Lipid peroxidation stimulated by mercuric chloride and its relations to the toxicity.

Abstract

The toxicity of mercuric chloride (MC) in mice, measured in terms of the single dose lethal to 50 percent of the animals after 12 h, was enhanced by prior exposure to a vitamin E-deficient diet and by pretreatment with diethyl maleate, and was diminished by pretreatment with N, N'-diphenyl-p-phenylenediamine. Lipid peroxidation as determined by measurement of the pentane content in expired gases of rats showed a dose-dependent increase 12 h after the subcutaneous injection of MC. In the kidney of rats 12 h after a 4 mg/kg dose of MC, formation of thiobarbituric acid (TBA)-reactive substances was greatly increased. Slight increases of pentane in expired gases and of TBA-reactive substances in the kidney of rats at earlier times after a 2 mg/kg dose of MC were also seen compared to the control. After injection of MC (2 or 4 mg/kg), glutathione was decreased in the kidney at 12 h.
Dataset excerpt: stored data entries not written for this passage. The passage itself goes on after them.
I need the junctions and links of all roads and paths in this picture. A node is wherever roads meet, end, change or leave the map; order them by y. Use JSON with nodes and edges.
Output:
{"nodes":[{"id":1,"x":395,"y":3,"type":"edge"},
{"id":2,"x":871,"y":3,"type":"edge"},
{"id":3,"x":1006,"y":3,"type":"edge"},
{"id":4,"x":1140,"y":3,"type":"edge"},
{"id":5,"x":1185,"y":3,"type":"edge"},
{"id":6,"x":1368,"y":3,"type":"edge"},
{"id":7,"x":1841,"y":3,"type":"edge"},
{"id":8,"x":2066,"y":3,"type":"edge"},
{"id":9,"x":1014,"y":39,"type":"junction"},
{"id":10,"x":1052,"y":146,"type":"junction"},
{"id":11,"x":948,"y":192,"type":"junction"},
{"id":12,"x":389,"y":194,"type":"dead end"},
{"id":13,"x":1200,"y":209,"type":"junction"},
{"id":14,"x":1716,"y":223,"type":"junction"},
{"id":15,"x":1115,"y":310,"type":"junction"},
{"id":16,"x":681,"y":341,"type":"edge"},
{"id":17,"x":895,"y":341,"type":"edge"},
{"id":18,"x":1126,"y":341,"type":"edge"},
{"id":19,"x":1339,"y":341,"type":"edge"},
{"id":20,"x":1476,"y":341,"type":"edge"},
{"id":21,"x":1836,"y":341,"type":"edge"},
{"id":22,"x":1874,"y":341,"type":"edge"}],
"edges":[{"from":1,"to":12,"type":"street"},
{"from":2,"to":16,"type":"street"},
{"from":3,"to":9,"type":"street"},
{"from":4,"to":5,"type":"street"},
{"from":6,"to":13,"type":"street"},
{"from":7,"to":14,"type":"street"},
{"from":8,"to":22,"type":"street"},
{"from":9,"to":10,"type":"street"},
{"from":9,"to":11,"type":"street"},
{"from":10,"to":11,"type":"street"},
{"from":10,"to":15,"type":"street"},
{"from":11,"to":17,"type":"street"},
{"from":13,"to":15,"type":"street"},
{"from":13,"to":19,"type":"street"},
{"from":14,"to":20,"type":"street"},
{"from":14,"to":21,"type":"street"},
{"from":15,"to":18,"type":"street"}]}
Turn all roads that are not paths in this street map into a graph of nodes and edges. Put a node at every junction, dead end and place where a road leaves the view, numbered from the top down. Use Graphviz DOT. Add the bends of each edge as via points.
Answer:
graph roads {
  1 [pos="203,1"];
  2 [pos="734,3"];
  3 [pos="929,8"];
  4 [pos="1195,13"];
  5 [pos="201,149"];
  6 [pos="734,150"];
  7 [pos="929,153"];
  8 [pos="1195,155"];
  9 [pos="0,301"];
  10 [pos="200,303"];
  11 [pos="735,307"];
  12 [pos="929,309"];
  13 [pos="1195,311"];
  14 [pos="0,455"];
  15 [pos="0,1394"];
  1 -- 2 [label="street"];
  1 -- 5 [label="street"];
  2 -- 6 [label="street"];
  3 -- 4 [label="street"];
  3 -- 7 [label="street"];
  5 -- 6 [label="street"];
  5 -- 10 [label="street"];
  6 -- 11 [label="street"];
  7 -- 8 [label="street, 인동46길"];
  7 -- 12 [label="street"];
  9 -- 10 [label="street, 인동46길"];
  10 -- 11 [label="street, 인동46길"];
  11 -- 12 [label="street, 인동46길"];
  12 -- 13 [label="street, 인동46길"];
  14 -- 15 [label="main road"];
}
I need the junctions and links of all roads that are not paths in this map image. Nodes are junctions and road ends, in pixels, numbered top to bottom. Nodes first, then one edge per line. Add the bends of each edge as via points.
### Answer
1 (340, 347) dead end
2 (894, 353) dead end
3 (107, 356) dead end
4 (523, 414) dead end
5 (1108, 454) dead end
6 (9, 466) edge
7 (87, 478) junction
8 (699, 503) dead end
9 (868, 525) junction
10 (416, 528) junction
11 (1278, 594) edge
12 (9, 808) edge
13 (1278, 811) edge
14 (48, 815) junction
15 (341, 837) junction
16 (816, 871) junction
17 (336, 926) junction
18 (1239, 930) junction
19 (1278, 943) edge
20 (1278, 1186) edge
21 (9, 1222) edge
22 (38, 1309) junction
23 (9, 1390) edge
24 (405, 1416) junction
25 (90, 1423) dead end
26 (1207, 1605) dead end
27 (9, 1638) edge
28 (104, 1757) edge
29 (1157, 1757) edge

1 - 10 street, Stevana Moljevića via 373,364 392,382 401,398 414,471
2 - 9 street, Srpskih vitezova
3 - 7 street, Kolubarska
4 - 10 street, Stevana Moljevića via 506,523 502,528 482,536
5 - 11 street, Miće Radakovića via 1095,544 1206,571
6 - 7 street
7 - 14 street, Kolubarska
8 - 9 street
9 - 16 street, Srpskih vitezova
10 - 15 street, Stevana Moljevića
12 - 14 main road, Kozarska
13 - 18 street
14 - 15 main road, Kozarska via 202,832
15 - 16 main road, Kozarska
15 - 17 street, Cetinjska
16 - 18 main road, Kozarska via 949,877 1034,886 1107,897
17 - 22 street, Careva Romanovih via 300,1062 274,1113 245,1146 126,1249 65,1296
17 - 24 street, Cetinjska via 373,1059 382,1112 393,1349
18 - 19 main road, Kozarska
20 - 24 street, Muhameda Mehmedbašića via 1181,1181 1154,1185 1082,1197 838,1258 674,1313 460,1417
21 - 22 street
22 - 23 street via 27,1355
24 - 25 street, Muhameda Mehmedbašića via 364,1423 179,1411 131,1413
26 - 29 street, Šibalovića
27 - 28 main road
The urinary excretions of alkaline phosphatase (ALP) and leucine aminopeptidase (LAP) were markedly increased 6 h after a 4 mg/kg dose of MC, and at a dose of 2 mg/kg the excretion of LAP, but not that of ALP, was also elevated at 12 h after MC. These results indicate that lipid peroxidation may be partly responsible for the acute-toxic effect of MC, which involves renal damage.